What you have to do: Go through the material below and report how many lines contain "dead". Give only the number.
Data for review: Begin
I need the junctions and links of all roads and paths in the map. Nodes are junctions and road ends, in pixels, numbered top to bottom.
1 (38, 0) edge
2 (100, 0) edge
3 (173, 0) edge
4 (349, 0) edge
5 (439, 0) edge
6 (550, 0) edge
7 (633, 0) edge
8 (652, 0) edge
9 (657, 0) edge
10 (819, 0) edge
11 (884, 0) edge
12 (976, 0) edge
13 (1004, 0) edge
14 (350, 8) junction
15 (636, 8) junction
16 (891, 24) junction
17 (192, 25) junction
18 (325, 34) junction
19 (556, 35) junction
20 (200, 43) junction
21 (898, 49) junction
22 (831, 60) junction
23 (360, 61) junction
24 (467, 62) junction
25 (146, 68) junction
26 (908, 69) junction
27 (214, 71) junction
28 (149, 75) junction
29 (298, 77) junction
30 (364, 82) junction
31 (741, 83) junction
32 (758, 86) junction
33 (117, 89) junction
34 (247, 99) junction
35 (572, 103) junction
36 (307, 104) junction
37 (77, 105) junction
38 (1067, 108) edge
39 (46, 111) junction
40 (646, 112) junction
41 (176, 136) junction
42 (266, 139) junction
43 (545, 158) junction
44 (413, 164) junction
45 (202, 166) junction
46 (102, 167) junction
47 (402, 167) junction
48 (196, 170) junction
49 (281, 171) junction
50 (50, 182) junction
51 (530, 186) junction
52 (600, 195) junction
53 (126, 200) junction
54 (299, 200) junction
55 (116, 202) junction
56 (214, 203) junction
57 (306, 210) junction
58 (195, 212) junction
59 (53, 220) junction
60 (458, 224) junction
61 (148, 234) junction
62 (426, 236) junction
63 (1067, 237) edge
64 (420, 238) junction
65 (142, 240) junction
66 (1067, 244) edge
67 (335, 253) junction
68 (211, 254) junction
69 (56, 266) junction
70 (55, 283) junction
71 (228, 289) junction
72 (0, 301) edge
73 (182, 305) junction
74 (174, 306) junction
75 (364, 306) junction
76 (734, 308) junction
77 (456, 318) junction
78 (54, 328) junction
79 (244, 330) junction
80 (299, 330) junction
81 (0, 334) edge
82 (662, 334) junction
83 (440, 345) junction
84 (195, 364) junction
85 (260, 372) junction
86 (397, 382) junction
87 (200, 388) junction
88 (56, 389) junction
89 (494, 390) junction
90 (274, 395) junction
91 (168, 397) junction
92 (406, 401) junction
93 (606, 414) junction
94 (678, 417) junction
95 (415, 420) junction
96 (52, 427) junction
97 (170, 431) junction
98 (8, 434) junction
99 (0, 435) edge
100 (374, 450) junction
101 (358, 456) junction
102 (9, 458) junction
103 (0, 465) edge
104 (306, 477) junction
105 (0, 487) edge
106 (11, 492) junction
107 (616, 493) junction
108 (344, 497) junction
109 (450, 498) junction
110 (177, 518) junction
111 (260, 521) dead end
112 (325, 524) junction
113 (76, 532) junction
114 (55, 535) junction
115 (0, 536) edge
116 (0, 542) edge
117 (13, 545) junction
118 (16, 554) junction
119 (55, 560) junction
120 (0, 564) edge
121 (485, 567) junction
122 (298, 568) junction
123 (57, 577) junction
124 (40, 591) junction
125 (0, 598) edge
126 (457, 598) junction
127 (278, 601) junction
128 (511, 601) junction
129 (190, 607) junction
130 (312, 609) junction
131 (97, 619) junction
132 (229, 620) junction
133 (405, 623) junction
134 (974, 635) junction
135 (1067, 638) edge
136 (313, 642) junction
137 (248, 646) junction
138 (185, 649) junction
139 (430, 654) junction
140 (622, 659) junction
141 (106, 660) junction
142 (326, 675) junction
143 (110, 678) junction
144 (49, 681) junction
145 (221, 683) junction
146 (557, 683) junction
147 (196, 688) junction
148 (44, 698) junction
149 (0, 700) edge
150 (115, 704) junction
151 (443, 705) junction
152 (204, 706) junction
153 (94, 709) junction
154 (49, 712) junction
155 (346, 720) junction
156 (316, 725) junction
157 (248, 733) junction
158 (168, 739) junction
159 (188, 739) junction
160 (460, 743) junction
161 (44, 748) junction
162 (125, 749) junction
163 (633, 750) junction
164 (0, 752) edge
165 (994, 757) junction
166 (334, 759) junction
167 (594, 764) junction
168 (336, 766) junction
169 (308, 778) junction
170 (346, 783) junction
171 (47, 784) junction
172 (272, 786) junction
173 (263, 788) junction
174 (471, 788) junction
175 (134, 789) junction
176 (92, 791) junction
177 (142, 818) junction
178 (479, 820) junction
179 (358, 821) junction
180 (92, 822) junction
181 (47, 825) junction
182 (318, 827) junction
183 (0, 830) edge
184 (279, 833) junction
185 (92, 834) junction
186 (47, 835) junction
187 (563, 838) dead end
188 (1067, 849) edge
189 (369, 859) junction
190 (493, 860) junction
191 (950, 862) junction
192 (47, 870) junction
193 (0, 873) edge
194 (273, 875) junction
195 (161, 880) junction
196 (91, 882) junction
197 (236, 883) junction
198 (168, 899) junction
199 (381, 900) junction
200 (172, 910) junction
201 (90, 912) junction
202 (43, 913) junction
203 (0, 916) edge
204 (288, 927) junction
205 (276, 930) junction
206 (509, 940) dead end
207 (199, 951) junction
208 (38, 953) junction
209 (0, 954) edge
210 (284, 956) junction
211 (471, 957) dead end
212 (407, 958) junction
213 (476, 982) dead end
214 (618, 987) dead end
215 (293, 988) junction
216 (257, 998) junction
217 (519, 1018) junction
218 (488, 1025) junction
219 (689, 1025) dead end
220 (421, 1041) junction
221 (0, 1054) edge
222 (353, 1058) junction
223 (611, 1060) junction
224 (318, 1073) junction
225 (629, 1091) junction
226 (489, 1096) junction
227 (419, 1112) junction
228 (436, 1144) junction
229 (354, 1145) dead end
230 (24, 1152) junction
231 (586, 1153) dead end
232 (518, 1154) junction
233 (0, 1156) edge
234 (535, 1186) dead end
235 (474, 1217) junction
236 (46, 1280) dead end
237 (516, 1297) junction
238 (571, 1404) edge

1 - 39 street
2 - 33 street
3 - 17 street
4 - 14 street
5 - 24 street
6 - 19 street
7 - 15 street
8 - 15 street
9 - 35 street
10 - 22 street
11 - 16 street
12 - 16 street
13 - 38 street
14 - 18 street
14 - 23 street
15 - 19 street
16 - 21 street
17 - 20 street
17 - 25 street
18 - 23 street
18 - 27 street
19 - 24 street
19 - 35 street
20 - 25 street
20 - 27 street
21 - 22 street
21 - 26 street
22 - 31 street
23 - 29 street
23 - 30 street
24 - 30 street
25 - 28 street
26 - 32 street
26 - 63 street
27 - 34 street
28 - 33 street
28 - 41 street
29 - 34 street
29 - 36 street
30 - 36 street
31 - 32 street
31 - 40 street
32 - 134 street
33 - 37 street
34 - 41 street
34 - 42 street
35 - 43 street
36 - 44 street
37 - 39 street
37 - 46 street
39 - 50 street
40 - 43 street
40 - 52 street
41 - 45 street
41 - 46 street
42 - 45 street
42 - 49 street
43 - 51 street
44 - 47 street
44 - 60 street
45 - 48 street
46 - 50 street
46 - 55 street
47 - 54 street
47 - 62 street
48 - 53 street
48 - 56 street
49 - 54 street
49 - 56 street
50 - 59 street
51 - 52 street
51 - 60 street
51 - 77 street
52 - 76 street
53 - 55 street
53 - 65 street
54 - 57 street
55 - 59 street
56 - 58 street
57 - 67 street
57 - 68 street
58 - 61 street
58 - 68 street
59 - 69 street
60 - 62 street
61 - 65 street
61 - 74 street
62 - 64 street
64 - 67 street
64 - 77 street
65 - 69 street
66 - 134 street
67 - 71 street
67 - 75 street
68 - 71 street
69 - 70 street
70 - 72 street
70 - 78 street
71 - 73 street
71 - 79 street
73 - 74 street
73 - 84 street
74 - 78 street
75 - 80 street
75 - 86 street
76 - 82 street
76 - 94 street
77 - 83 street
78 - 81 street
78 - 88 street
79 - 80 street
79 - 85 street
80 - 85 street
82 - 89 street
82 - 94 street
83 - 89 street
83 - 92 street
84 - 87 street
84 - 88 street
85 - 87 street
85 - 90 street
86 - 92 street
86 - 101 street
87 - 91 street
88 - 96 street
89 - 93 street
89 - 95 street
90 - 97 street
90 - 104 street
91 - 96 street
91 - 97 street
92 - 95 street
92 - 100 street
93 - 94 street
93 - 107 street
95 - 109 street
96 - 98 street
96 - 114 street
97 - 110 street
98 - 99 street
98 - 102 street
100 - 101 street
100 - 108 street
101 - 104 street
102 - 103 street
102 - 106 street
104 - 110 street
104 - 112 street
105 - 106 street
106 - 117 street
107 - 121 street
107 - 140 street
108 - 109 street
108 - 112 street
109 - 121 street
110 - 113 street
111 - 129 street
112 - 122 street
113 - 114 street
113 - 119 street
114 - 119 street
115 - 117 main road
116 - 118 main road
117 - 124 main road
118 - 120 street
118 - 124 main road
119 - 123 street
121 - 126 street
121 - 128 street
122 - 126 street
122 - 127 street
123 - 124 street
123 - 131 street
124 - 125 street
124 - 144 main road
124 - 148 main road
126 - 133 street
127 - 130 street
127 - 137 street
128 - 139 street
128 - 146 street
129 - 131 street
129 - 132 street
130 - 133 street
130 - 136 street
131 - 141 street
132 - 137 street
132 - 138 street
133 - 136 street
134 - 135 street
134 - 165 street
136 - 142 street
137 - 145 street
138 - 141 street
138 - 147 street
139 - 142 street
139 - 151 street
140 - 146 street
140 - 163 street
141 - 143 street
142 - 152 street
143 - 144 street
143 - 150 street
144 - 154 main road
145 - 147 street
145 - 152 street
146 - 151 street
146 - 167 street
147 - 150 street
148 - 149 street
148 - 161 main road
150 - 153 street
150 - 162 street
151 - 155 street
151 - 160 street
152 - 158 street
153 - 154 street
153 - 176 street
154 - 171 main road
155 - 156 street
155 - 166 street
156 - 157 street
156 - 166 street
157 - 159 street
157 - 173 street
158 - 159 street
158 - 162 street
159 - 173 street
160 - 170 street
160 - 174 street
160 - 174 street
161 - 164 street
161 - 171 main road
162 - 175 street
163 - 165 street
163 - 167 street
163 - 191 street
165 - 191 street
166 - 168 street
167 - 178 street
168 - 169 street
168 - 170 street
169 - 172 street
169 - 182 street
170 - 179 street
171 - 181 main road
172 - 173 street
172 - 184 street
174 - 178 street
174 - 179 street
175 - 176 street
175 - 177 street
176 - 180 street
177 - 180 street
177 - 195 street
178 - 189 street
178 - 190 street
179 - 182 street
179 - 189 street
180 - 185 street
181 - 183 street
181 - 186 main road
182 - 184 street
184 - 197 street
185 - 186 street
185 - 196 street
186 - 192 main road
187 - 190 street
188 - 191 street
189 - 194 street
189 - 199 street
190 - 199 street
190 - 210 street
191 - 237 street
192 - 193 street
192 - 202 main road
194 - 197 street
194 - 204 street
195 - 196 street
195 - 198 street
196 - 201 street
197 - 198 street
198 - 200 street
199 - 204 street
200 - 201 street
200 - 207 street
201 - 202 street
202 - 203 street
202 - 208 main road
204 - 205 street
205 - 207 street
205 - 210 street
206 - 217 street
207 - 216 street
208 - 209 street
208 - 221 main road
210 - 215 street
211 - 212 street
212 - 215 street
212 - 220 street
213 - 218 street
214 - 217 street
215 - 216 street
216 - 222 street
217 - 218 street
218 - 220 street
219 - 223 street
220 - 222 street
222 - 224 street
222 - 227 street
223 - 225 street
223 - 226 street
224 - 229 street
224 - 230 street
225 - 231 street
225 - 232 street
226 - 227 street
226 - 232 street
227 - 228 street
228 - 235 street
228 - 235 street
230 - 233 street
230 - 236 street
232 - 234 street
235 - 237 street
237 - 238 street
Data for review: End
Exercise response: 11